- Theatrical Poster
- Directed by: Michael Wolfe
- Screenplay by: Michael Wolfe
- Produced by: Mark Eric Montgomery Robert Nicotra
- Starring: Dominik Tiefenthaler Michael Wolfe Paul Lange Christopher Shyer
- Cinematography: Gus Sacks
- Edited by: Todd Sandler
- Music by: Joshua Cipolla
- Release date: October 2012 (Golden Door Film Festival);
- Running time: 93 min.
- Country: United States
- Language: English

= Maybe Tomorrow (film) =

Maybe Tomorrow is a 2012 independent drama film. Written and directed by Michael Wolfe, the film is Mr. Wolfe's feature directorial debut. The film stars Dominik Tiefenthaler, Michael Wolfe, Paul Lange and Christopher Shyer.

==Plot==
After fifteen years, three old friends are forced to revisit the one night that changed their lives forever.

In order to evade a lengthy prison sentence, Russ Mahler, a career criminal, blackmails his former friend and Manhattan District Attorney Graham Seifert. With his hands tied, Graham has Russ acquitted, and on insistence of his friend and Chief of Staff Evan Midland, the three men meet for a weekend at Graham's Hampton beach house to finally bury their memory of the night from fifteen years ago. All past grievances surface in an explosive night that alters the trajectories of all their lives.

==Cast==
- Dominik Tiefenthaler as Graham Seifert
- Michael Wolfe as Russ Mahler
- Paul Lange as Evan Midland
- Christopher Shyer as Senator Monty Clemens
- Carolina Ravassa as Kiah Mendoza
- Caitlin Norton as Carrie Midland
- Kate Hobbs as Katherine Seifert

==Production==
Michael Wolfe wrote the first draft of Maybe Tomorrow in 2008. After that, he and his producing partner Mark Montgomery spent nearly three years securing financing necessary to shoot the film. After two months of pre-production, production commenced in February 2011 and lasted eighteen days.

==Awards==
Maybe Tomorrow won Best Feature at the 2012 Golden Door Film Festival. The festival also gave awards to Michael Wolfe for Best Director, Best Actor and Best Screenplay as well as an award for Best Supporting Actor to Dominik Tiefenthaler.

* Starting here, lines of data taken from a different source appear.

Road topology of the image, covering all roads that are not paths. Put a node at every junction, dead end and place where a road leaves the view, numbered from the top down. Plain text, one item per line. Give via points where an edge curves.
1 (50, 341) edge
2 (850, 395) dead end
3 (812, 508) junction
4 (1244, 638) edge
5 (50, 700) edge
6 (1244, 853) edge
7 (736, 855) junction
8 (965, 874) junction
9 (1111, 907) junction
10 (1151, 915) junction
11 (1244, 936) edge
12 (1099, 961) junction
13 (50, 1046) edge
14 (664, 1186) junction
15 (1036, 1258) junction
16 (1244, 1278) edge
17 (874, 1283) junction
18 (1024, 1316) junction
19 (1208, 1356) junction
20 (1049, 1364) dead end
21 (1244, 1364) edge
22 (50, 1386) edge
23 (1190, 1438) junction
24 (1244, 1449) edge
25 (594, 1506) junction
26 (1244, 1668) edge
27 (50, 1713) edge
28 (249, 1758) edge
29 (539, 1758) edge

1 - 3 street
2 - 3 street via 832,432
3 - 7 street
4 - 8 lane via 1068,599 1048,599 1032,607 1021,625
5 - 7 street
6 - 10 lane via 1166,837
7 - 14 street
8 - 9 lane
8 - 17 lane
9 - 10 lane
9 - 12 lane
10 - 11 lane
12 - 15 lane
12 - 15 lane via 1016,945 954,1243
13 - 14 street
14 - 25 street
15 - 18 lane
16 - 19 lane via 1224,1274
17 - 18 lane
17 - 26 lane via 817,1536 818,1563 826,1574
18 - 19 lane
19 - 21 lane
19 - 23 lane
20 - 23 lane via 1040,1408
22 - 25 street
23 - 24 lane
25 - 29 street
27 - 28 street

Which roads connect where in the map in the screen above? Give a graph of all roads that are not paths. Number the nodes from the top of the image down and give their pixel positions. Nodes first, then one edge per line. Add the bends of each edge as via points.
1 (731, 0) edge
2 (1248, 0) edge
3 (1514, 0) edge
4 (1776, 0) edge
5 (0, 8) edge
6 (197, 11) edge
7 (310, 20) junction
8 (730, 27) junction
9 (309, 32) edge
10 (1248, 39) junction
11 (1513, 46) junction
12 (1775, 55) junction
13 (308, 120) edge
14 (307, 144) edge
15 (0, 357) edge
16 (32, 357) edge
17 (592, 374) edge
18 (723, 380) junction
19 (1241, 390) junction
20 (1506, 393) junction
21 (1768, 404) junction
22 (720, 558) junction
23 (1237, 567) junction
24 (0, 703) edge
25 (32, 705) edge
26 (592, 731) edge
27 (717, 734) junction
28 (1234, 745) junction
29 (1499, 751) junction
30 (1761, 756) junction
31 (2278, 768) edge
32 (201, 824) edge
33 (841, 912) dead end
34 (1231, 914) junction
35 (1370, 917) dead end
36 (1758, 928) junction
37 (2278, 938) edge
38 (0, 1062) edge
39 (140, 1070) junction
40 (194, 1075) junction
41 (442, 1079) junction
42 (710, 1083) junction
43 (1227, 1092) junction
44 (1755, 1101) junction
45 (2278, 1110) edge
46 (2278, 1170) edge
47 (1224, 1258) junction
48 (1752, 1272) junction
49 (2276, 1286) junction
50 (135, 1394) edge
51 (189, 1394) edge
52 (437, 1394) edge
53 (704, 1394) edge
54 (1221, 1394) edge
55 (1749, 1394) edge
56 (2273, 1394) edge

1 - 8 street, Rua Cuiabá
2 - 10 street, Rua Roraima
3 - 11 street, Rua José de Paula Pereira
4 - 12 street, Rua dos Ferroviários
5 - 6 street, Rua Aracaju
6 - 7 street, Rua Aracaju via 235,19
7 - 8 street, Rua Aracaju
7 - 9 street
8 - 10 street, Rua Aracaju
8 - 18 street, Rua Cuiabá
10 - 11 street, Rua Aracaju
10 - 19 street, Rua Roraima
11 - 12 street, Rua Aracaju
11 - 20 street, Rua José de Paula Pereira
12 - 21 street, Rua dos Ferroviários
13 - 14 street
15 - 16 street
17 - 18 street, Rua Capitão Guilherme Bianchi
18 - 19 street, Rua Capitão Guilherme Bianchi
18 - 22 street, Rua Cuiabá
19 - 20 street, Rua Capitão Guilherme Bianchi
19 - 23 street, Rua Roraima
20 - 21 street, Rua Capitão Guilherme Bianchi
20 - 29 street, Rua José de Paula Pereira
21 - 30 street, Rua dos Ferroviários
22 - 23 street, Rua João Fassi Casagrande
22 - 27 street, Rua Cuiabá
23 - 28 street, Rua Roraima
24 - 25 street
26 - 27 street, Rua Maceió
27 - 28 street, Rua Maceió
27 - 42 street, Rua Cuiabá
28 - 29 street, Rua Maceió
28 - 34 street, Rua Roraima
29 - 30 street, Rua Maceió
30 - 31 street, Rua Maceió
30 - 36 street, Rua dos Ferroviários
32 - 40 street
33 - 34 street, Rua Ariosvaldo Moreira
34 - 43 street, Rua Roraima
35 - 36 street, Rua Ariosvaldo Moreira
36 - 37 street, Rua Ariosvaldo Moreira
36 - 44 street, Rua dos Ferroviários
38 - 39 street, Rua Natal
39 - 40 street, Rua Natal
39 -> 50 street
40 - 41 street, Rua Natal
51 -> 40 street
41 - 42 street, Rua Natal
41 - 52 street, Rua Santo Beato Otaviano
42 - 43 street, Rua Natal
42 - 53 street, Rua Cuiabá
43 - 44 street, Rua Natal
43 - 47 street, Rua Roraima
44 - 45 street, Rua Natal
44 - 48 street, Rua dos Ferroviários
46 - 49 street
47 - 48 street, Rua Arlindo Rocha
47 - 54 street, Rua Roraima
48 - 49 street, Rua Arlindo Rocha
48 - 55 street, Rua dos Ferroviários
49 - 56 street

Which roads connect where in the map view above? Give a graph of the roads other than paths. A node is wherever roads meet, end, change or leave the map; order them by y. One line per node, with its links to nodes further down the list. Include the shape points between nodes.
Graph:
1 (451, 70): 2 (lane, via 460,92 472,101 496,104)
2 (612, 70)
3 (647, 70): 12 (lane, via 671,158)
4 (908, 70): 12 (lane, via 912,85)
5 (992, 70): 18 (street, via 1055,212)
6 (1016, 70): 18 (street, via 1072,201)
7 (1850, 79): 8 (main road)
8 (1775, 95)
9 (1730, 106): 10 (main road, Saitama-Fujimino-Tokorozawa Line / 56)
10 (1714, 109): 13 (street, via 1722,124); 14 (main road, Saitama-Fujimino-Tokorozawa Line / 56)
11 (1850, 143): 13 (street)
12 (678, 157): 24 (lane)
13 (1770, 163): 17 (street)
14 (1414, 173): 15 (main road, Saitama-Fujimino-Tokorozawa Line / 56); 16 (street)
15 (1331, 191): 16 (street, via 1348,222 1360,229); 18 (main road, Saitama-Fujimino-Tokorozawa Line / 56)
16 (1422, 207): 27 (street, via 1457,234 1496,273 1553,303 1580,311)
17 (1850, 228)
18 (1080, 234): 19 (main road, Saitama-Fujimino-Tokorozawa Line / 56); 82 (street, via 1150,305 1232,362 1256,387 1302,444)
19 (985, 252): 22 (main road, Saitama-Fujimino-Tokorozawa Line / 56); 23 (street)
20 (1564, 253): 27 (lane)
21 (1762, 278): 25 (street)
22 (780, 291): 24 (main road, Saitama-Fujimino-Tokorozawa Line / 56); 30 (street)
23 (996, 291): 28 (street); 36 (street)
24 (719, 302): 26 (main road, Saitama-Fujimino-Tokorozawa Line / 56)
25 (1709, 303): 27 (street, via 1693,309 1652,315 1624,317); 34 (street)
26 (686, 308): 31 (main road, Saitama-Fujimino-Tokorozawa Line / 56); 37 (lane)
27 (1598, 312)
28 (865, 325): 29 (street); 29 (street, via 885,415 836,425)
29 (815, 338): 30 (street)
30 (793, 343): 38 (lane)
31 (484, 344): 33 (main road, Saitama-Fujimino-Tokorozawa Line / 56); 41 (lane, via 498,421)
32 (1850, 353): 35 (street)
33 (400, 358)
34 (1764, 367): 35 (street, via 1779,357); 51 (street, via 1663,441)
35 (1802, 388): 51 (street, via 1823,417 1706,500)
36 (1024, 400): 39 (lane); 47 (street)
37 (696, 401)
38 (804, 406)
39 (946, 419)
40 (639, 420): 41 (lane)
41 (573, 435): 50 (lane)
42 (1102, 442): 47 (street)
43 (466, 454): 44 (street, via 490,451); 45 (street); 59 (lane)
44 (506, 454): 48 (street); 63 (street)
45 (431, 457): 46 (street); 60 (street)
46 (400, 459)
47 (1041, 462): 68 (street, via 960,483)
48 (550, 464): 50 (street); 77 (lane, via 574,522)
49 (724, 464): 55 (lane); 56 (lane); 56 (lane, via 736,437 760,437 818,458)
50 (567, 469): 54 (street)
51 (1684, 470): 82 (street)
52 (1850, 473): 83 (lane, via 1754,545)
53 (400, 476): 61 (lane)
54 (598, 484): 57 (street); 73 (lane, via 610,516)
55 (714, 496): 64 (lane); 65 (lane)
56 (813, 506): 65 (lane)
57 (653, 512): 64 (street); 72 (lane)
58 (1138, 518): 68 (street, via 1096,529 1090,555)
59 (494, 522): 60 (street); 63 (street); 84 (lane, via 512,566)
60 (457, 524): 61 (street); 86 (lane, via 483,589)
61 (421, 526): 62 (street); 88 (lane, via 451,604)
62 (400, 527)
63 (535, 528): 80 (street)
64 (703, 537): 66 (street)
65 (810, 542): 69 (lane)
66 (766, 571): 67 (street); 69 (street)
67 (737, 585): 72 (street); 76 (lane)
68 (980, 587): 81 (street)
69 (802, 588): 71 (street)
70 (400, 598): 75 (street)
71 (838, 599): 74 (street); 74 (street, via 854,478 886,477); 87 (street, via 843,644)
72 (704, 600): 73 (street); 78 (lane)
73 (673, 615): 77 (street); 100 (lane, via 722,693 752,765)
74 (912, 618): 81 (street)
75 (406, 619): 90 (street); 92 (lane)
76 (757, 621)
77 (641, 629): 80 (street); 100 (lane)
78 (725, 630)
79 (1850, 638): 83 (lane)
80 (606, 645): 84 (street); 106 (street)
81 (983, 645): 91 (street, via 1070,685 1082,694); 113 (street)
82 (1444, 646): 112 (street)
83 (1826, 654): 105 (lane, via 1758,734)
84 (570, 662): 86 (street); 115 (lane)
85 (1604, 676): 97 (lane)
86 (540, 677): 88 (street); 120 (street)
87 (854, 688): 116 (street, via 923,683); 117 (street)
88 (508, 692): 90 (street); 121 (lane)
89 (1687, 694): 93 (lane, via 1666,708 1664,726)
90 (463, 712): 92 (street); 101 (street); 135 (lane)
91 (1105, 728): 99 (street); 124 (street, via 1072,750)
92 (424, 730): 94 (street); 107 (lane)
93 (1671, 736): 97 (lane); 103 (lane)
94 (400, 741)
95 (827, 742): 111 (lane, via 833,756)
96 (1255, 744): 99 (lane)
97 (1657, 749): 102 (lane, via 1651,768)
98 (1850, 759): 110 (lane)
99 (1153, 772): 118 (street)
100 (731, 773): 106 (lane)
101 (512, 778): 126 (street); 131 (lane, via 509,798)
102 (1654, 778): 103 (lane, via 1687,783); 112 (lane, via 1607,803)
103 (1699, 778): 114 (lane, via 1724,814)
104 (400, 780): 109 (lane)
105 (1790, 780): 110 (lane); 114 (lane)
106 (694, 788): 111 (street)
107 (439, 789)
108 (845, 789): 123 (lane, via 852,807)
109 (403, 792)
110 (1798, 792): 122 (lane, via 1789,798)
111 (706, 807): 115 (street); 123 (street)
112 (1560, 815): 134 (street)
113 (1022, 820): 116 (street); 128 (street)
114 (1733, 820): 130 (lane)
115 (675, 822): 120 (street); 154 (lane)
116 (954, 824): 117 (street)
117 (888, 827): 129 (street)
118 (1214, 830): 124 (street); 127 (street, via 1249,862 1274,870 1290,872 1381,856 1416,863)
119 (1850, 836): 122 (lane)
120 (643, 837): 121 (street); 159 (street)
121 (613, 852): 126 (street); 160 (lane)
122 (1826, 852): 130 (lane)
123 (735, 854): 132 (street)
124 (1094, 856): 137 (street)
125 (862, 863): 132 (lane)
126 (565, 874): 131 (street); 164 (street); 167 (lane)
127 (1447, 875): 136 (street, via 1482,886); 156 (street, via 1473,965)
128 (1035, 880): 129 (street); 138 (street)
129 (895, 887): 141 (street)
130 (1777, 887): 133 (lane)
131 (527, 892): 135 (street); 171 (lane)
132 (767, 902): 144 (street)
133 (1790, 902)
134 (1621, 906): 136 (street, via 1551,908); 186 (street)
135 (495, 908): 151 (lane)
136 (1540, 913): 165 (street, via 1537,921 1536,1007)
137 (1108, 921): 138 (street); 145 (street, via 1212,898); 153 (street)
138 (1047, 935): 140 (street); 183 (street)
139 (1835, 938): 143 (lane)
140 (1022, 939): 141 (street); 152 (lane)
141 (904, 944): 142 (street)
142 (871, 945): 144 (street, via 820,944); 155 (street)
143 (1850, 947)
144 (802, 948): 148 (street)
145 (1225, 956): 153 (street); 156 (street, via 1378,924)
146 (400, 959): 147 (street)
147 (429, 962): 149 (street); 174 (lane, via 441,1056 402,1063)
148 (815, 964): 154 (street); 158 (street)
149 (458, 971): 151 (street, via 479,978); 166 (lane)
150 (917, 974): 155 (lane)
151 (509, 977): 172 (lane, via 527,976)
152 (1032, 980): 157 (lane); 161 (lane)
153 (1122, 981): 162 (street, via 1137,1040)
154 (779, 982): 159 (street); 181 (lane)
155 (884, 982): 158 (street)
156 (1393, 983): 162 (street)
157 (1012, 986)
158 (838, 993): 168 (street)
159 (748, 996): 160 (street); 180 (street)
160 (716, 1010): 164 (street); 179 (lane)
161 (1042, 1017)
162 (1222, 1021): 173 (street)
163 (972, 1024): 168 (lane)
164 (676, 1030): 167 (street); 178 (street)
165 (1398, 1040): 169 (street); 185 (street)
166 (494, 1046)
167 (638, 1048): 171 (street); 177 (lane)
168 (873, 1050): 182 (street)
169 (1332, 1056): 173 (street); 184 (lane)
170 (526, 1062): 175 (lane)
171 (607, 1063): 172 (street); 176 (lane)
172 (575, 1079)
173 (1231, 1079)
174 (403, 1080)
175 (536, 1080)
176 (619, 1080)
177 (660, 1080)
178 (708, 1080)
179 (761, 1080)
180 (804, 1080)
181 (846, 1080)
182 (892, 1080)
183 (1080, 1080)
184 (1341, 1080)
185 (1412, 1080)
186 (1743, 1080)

The film also received a Best Supporting Actor nomination for Michael Wolfe in the 2012 Hoboken International Film Festival and was the Runner Up for Best Feature in the 2012 Philadelphia Independent Film Festival.

Maybe Tomorrow received a nomination for Best Ensemble Cast in the 2012 Orlando Film Festival.

The film was also an Official Selection of the 2012 Bahamas International Film Festival, where it won the award for Best Feature in the New Divisions category. Maybe Tomorrow also screened at the 2012 Greenpoint Film Festival, the 2012 Big Apple Film Festival and the 2012 Hartford Flick Fest, where it won the award for Best Feature Flick.

==Reception==
Film Threat called Maybe Tomorrow "...an incredibly powerful film." "...emotional and memorable." Misty Layne of Rogue Cinema hailed it as "...one film you don't want to miss." "...an intense character piece that piles on the drama." Charles Tatum of EFilmCritic.com wrote that "Maybe Tomorrow is one of those films that comes out of nowhere, packing an emotional punch and technical finesse that is sadly lacking in other smaller budgeted independent films."